* AVAILABLE RECORDS
****************
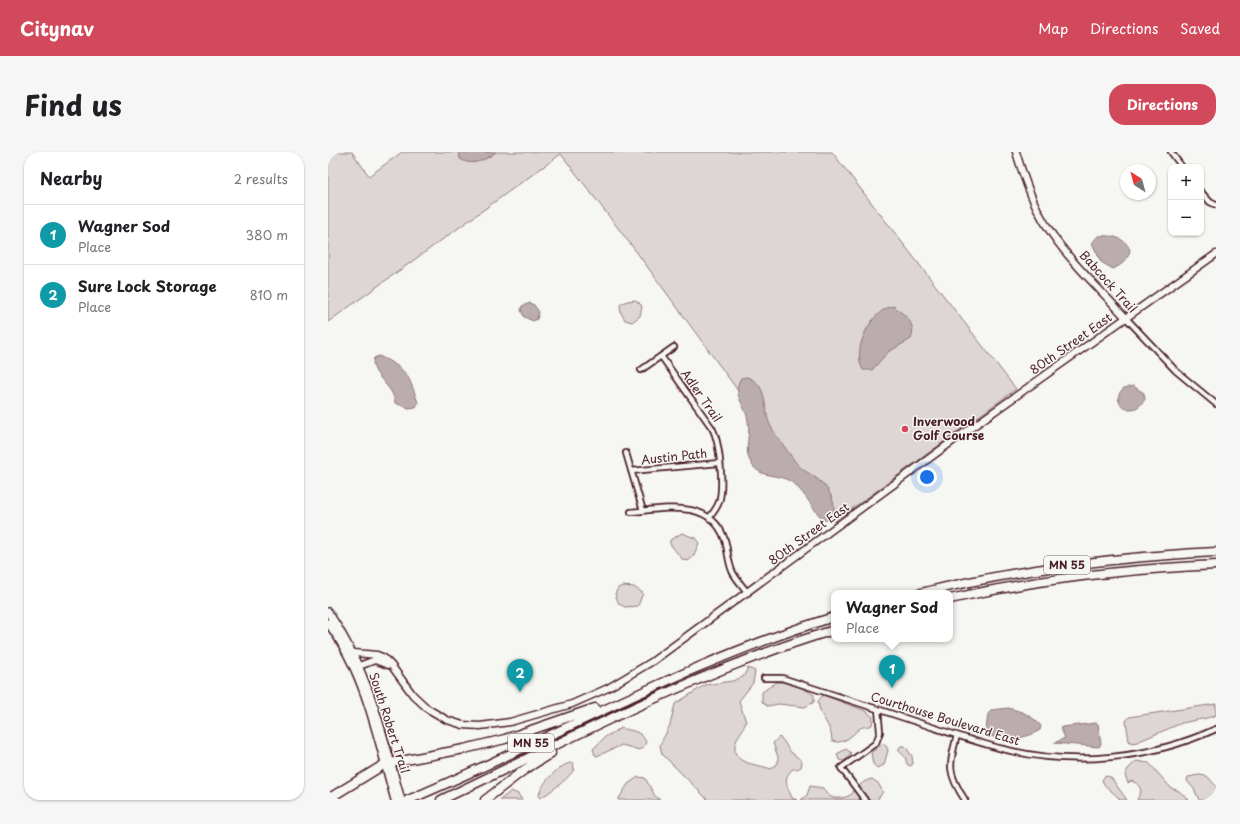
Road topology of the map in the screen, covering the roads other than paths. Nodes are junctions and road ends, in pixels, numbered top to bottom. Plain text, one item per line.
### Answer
1 (1016, 152) edge
2 (1171, 152) edge
3 (1180, 164) edge
4 (1204, 195) edge
5 (1216, 205) edge
6 (1216, 254) edge
7 (1126, 318) junction
8 (674, 347) dead end
9 (661, 356) junction
10 (641, 370) dead end
11 (1216, 404) edge
12 (626, 454) dead end
13 (719, 463) junction
14 (631, 471) junction
15 (643, 511) junction
16 (631, 512) dead end
17 (709, 518) junction
18 (1216, 552) edge
19 (1216, 565) edge
20 (933, 590) edge
21 (748, 593) junction
22 (953, 598) edge
23 (328, 612) edge
24 (831, 618) edge
25 (328, 623) edge
26 (831, 631) edge
27 (354, 653) junction
28 (351, 661) junction
29 (360, 666) junction
30 (396, 671) junction
31 (764, 678) dead end
32 (653, 686) junction
33 (656, 699) junction
34 (878, 710) junction
35 (1216, 729) edge
36 (957, 735) junction
37 (388, 763) junction
38 (393, 782) junction
39 (328, 799) edge
40 (395, 800) edge
41 (401, 800) edge
42 (408, 800) edge
43 (441, 800) edge
44 (485, 800) edge
45 (864, 800) edge
46 (965, 800) edge

1 - 7 street, Babcock Trail
2 - 3 street
4 - 5 street
6 - 7 street, 80th Street East
7 - 11 street, Babcock Trail
7 - 21 street, 80th Street East
8 - 9 street
9 - 10 street
9 - 13 street, Adler Trail
12 - 14 street
13 - 14 street, Austin Path
13 - 17 street, Adler Trail
14 - 15 street
15 - 16 street
15 - 17 street
17 - 21 street
18 - 20 highway, MN 55
19 - 22 highway, MN 55
21 - 30 street, 80th Street East
23 - 27 main road, South Robert Trail
24 - 32 highway, MN 55
25 - 28 main road, South Robert Trail
26 - 33 highway, MN 55
27 - 29 main road, South Robert Trail
27 - 30 street, 80th Street East
28 - 29 street
28 - 37 main road, South Robert Trail
29 - 30 street, 80th Street East
29 - 37 main road, South Robert Trail
31 - 34 street, Courthouse Boulevard East
32 - 37 highway
32 - 42 highway, MN 55
33 - 43 highway, MN 55
33 - 44 highway
34 - 36 street, Courthouse Boulevard East
34 - 45 street
35 - 36 street, Courthouse Boulevard East
36 - 46 street
37 - 38 main road, South Robert Trail
37 - 39 highway
38 - 40 main road, South Robert Trail
38 - 41 main road, South Robert Trail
****************
* TASK ITEM
Every line of the data should be transcribed exactly. Omit the images.

* ANSWER SECTION
Road topology of the map in the screen, covering the roads other than paths. Nodes are junctions and road ends, in pixels, numbered top to bottom. Plain text, one item per line.
### Answer
1 (1016, 152) edge
2 (1171, 152) edge
3 (1180, 164) edge
4 (1204, 195) edge
5 (1216, 205) edge
6 (1216, 254) edge
7 (1126, 318) junction
8 (674, 347) dead end
9 (661, 356) junction
10 (641, 370) dead end
11 (1216, 404) edge
12 (626, 454) dead end
13 (719, 463) junction
14 (631, 471) junction
15 (643, 511) junction
16 (631, 512) dead end
17 (709, 518) junction
18 (1216, 552) edge
19 (1216, 565) edge
20 (933, 590) edge
21 (748, 593) junction
22 (953, 598) edge
23 (328, 612) edge
24 (831, 618) edge
25 (328, 623) edge
26 (831, 631) edge
27 (354, 653) junction
28 (351, 661) junction
29 (360, 666) junction
30 (396, 671) junction
31 (764, 678) dead end
32 (653, 686) junction
33 (656, 699) junction
34 (878, 710) junction
35 (1216, 729) edge
36 (957, 735) junction
37 (388, 763) junction
38 (393, 782) junction
39 (328, 799) edge
40 (395, 800) edge
41 (401, 800) edge
42 (408, 800) edge
43 (441, 800) edge
44 (485, 800) edge
45 (864, 800) edge
46 (965, 800) edge

1 - 7 street, Babcock Trail
2 - 3 street
4 - 5 street
6 - 7 street, 80th Street East
7 - 11 street, Babcock Trail
7 - 21 street, 80th Street East
8 - 9 street
9 - 10 street
9 - 13 street, Adler Trail
12 - 14 street
13 - 14 street, Austin Path
13 - 17 street, Adler Trail
14 - 15 street
15 - 16 street
15 - 17 street
17 - 21 street
18 - 20 highway, MN 55
19 - 22 highway, MN 55
21 - 30 street, 80th Street East
23 - 27 main road, South Robert Trail
24 - 32 highway, MN 55
25 - 28 main road, South Robert Trail
26 - 33 highway, MN 55
27 - 29 main road, South Robert Trail
27 - 30 street, 80th Street East
28 - 29 street
28 - 37 main road, South Robert Trail
29 - 30 street, 80th Street East
29 - 37 main road, South Robert Trail
31 - 34 street, Courthouse Boulevard East
32 - 37 highway
32 - 42 highway, MN 55
33 - 43 highway, MN 55
33 - 44 highway
34 - 36 street, Courthouse Boulevard East
34 - 45 street
35 - 36 street, Courthouse Boulevard East
36 - 46 street
37 - 38 main road, South Robert Trail
37 - 39 highway
38 - 40 main road, South Robert Trail
38 - 41 main road, South Robert Trail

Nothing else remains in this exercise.